Humza Yousaf the current health secretary, is seen as the continuity candidate with the most support of SNP MPs and MSPs. He was brutally attacked by another candidate Kate Forbes, the finance secretary, during a TV hustings cross examination session as having failed on his previous positions as transport, community, and health secretaries. Continuity is seen as a poisonous label now that Sturgeon’s partner and party boss Murrell has reigned over a cover up of the plummetting membership numbers.

Forbes is, according to polls, running neck and neck with Yousaf among the SNP membership but we are told she has a sizable lead among the general public. She is both socially and economically conservative.and would move the SNP more explicitly to a clear right wing agenda.

Ash Regan is seen as out of her depth in the TV hustings. The former minister for community safety, she resigned over gender self ID. She raised the black hole in the SNP finances of £600,000 currently investigated by the police and says she will open the books!

With these three a lack of strategy means an independent Scotland looks some way off. The contest has shown deep divisions in the SNP with splits/mass resignations possible. They have lost 3,000 members and still fail to publish membership figures.

These candidates come across as light weight unable to hold together a party whose members encompasses the class spectrum.

Sturgeon is an able politician who held them together as she managed Scotland’s decline with little opposition to Tory cuts.

The bottom line is the SNP, no matter who leads it, has little positive to offer the Scottish working class.

Some argue that the SNP is a classless party but as their support for the neo liberal EU shows they have a leadership embedded in the politics of the right. A third of the SNP’s electoral support voted to leave the EU, while many see an independent Scotland as an escape route from Tory government.

Alliances with SNP supports can be built and are being built in campaigns on the ground. Where Scottish communists and their allies have argued for a third option in a future referendum in opposition to a binary choice between the Union and so-called ‘independence’. Through this approach we have attracted some nationalists who disagree with the SNP.

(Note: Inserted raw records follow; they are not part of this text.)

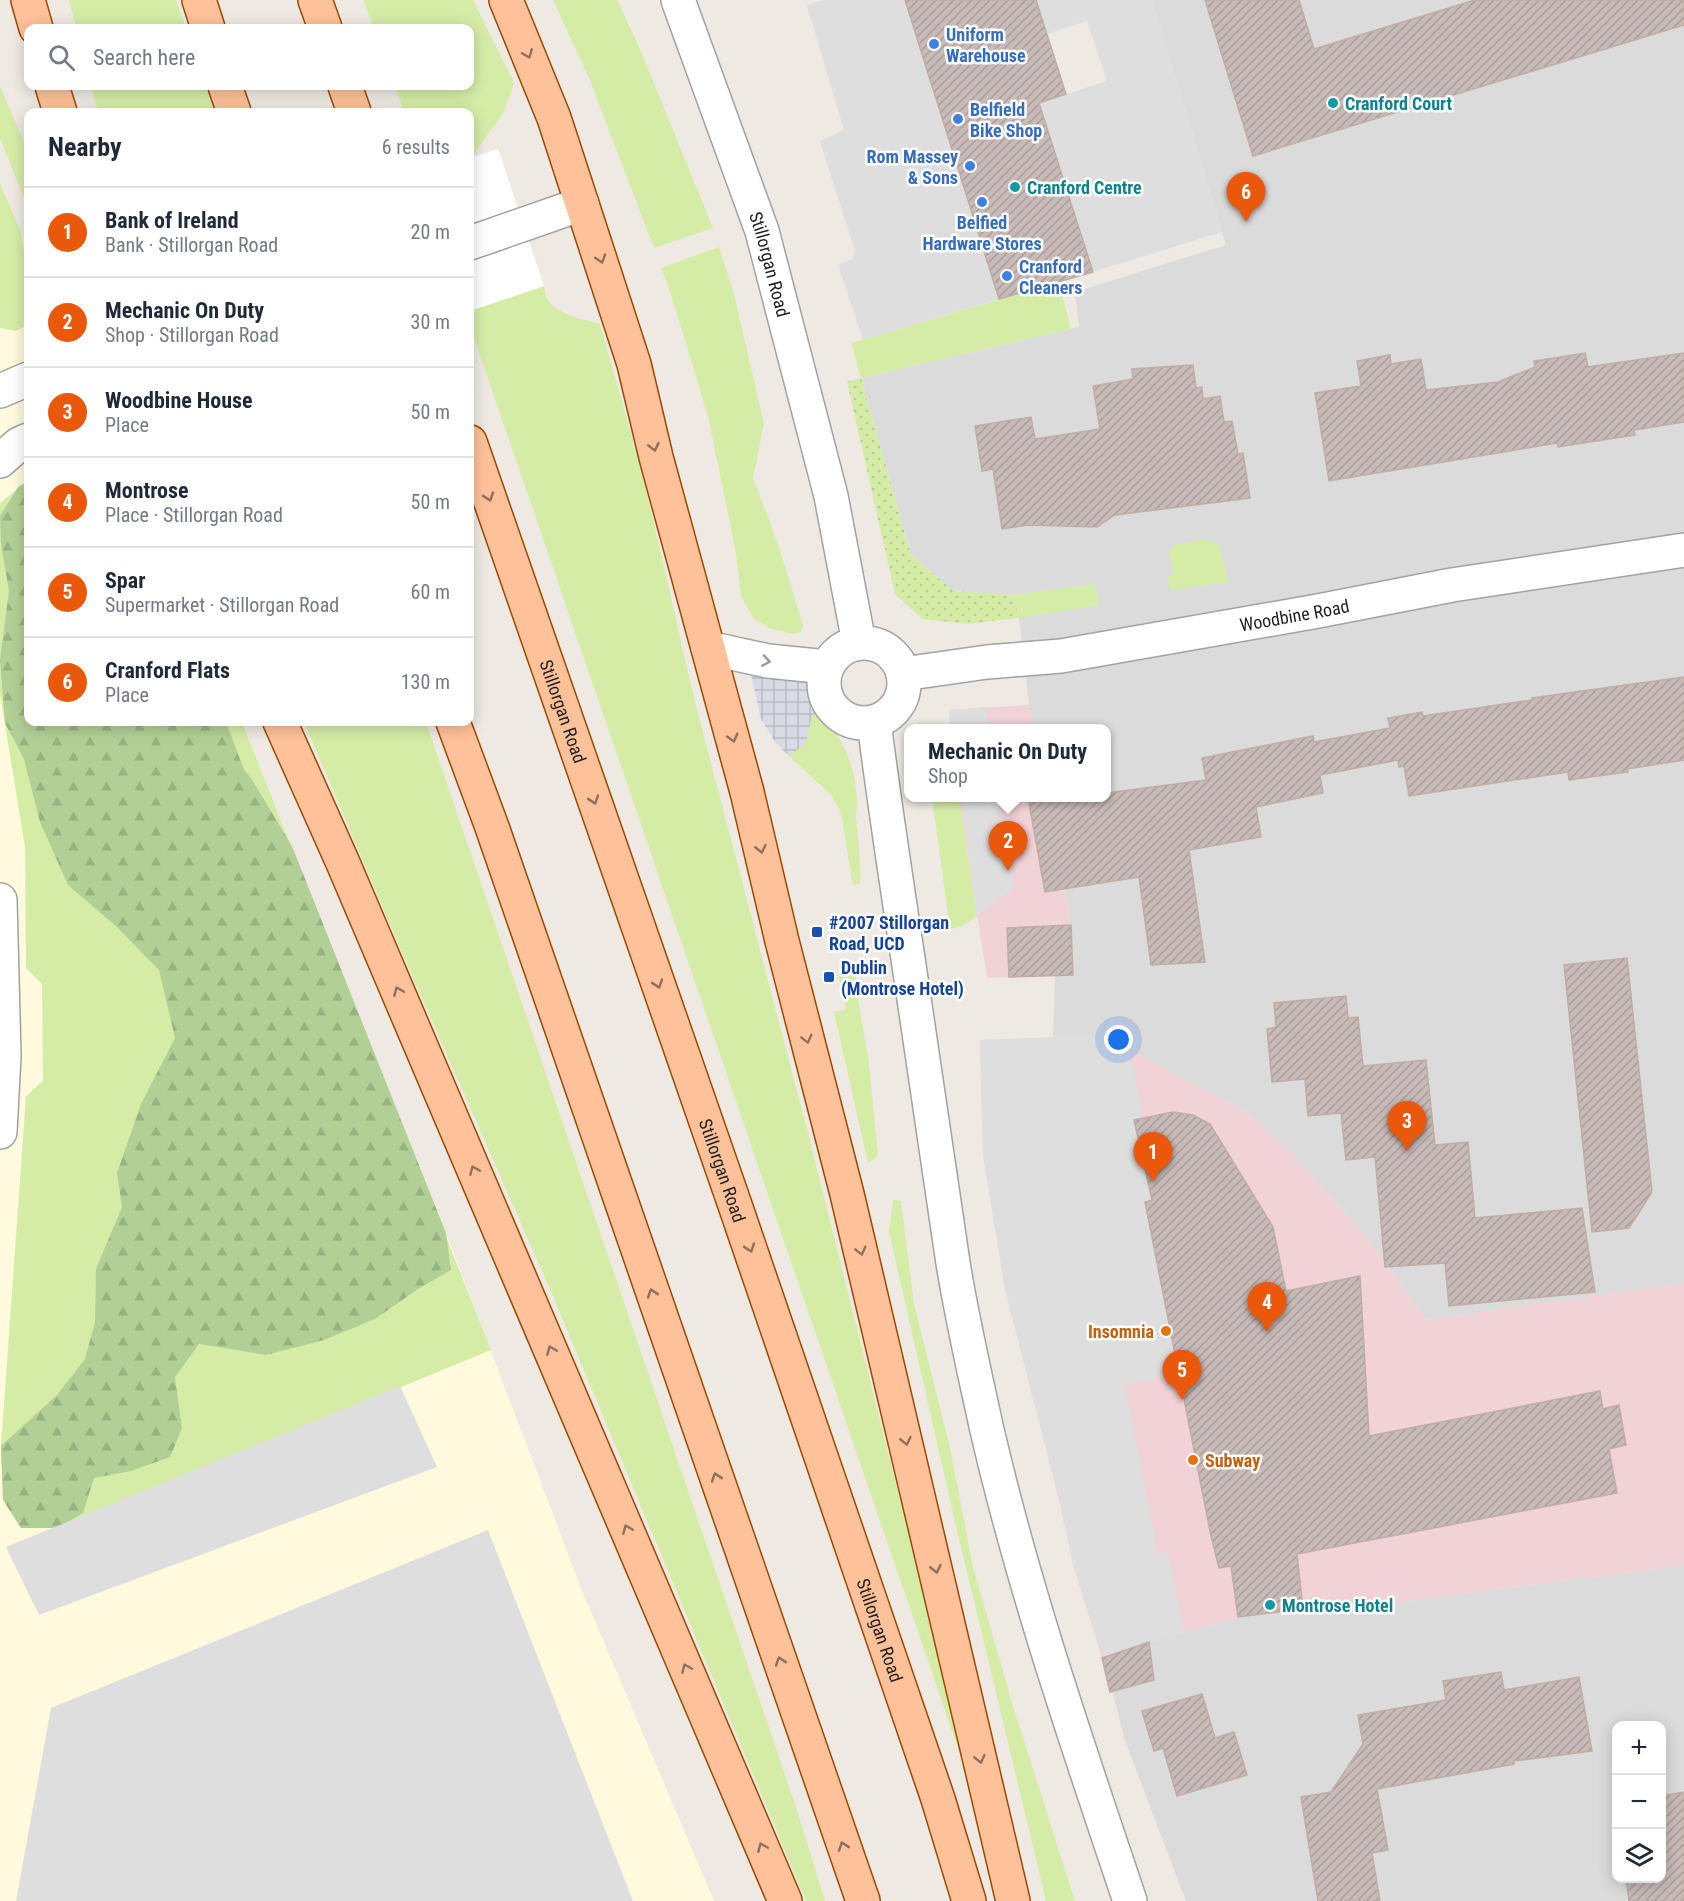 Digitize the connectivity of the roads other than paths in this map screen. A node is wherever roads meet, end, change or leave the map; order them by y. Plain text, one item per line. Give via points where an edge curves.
1 (28, 0) edge
2 (199, 0) edge
3 (315, 0) edge
4 (506, 0) edge
5 (678, 0) edge
6 (35, 24) edge
7 (207, 24) edge
8 (324, 24) edge
9 (53, 90) edge
10 (226, 90) edge
11 (346, 90) edge
12 (59, 108) edge
13 (233, 108) edge
14 (353, 108) edge
15 (582, 204) junction
16 (474, 242) edge
17 (24, 382) edge
18 (0, 391) edge
19 (24, 442) edge
20 (474, 453) edge
21 (0, 461) edge
22 (1684, 550) edge
23 (859, 643) junction
24 (708, 648) junction
25 (827, 667) junction
26 (903, 674) junction
27 (874, 722) junction
28 (282, 726) edge
29 (454, 726) edge
30 (0, 900) edge
31 (0, 1132) edge
32 (785, 1901) edge
33 (862, 1901) edge
34 (969, 1901) edge
35 (1013, 1901) edge
36 (1130, 1901) edge

1 - 6 main road
2 - 7 main road
3 - 8 main road
4 -> 15 main road via 554,118
5 - 23 street, Stillorgan Road via 762,231 831,496
9 - 12 main road
10 - 13 main road
11 - 14 main road
15 - 16 street
15 -> 24 main road via 634,363
17 - 18 street
19 - 21 street
20 -> 34 main road, Stillorgan Road via 763,1286 938,1799
22 - 26 street, Woodbine Road via 1452,585 1061,656
23 - 25 street via 836,654
23 - 26 street via 882,647 899,663
24 -> 25 street via 768,662
24 -> 35 main road via 847,1194
25 - 27 street via 825,692 833,709 861,724
26 - 27 street via 901,699 890,713
27 - 36 street via 953,1266 987,1431 1032,1601
32 -> 28 main road
33 -> 29 main road
30 - 31 street via 4,1056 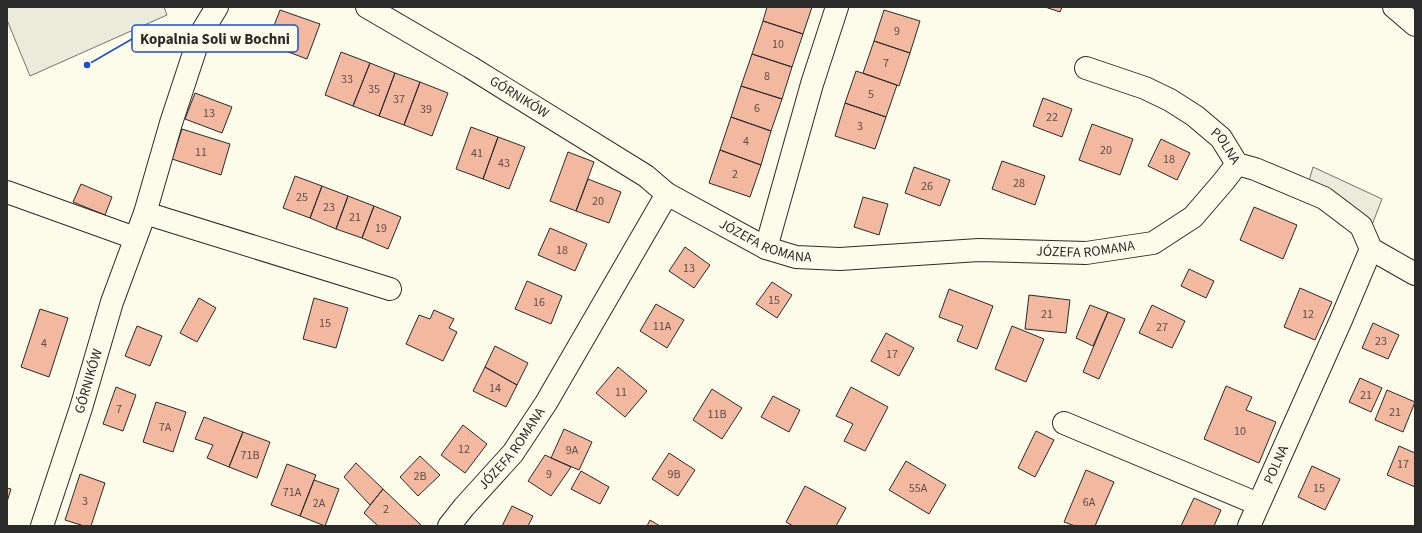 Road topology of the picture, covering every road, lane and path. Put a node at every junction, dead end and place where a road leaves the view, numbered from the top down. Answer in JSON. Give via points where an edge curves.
{"nodes":[{"id":1,"x":217,"y":7,"type":"edge"},
{"id":2,"x":367,"y":7,"type":"edge"},
{"id":3,"x":837,"y":7,"type":"edge"},
{"id":4,"x":1394,"y":7,"type":"edge"},
{"id":5,"x":1415,"y":25,"type":"edge"},
{"id":6,"x":1086,"y":68,"type":"dead end"},
{"id":7,"x":1237,"y":164,"type":"junction"},
{"id":8,"x":7,"y":192,"type":"edge"},
{"id":9,"x":667,"y":194,"type":"junction"},
{"id":10,"x":145,"y":213,"type":"junction"},
{"id":11,"x":135,"y":238,"type":"junction"},
{"id":12,"x":766,"y":248,"type":"junction"},
{"id":13,"x":1371,"y":249,"type":"junction"},
{"id":14,"x":1415,"y":274,"type":"edge"},
{"id":15,"x":390,"y":289,"type":"dead end"},
{"id":16,"x":1064,"y":423,"type":"dead end"},
{"id":17,"x":1258,"y":504,"type":"junction"},
{"id":18,"x":42,"y":526,"type":"edge"},
{"id":19,"x":449,"y":526,"type":"edge"},
{"id":20,"x":1249,"y":526,"type":"edge"}],
"edges":[{"from":1,"to":10,"type":"street","name":"GÓRNIKÓW","via":[[200,35]]},
{"from":2,"to":9,"type":"street","name":"GÓRNIKÓW","via":[[470,66],[639,171]]},
{"from":3,"to":12,"type":"street","via":[[812,84]]},
{"from":4,"to":5,"type":"street"},
{"from":6,"to":7,"type":"street","name":"POLNA","via":[[1145,88],[1170,100],[1195,116],[1221,138]]},
{"from":7,"to":12,"type":"street","name":"JÓZEFA ROMANA","via":[[1193,217],[1154,243],[1086,253],[979,250],[840,259],[796,258]]},
{"from":7,"to":13,"type":"street","name":"POLNA","via":[[1324,198],[1361,226]]},
{"from":8,"to":11,"type":"street"},
{"from":9,"to":12,"type":"street","name":"JÓZEFA ROMANA"},
{"from":9,"to":19,"type":"street","name":"JÓZEFA ROMANA","via":[[546,403],[513,453]]},
{"from":10,"to":11,"type":"street","name":"GÓRNIKÓW"},
{"from":10,"to":15,"type":"street"},
{"from":11,"to":18,"type":"street","name":"GÓRNIKÓW","via":[[112,302],[81,408]]},
{"from":13,"to":14,"type":"street"},
{"from":13,"to":17,"type":"street","name":"POLNA"},
{"from":16,"to":17,"type":"street"},
{"from":17,"to":20,"type":"street","name":"POLNA"}]}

There is a motion on the third option on Scottish TUC agenda at April’s Congress and it might be an idea for our English and Welsh comrades to start raising the need for regional assemblies with the aim of getting the issue on the agenda of regional TUCs.

Compared to the Tories the SNP can look somewhat liberal but this is a very low bar.

The Communist Party’s class alternative to the Tories’ fake levelling up agenda or the centralising strategy of the SNP – where both seek to take power from the base in a top down approach – is progressive federalism.

This provides an alternative in the interest of our class. It is about ensuring PF is related to current struggles, building democracy from below with a united front of trade unions and the community. This is key. These are the building blocks of any anti-monopoly alliance where class consciousness can be built.

Fighting council cuts is closely related to the progressive feudalism strategy. Sustained local action is needed, bringing together communitybased campaign organisations, local trade union branches and trades councils. While most people involved in such campaigns see this initially as a local campaign to change council policy in essence it is a challenge to the ruling class offensive.

Several local councils face calls by unions and communities for ‘no cuts’ budgets which would have left the Scottish government facing a political crisis as they would be sending their officials to take over councils where they would be bitterly opposed.

Rather we have had to listen to spineless ‘responsible’ councillors congratulating themselves as they pass savage cuts on their constituents and workforces.

The cuts open up an opportunity for the fascists to parachute into deprived local communities and exploit genuine concerns on racist and far right terms. This is happening all over Britain and is the current strategy of the fascist Patriotic Alternative.

Erskine, just outside Glasgow, is focus of concern in Scotland. A big effort has gone into backing the local Paisley TUC in taking the lead in a locally led campaign.

The party and its allies are trying to address the situation where real social problems exist. Asylum seekers have been placed in a local hotel without any community consultation raising an issue on which the fascists play.

The Tory Government strategy is intentionally encouraging racist attitudes and the far right.Yet the cuts are what cause the social problems in Erskine and elsewhere are unnecessary.

The Scottish Government’s underspend last year was £2billion and their proposed National Care Service which the trade unions want binned is to cost £1.2billion. So the cash is there.

Trade union backed campaigns are on fertile ground to build the necessary class consciousness if they inject the class politics that is so badly needed .

Workers and their families are saying enough is enough. In a period of greatly increased industrial militancy and if the work is done at the base there is a real possibility of winning masses to support left radical alternatives led by the labour movement .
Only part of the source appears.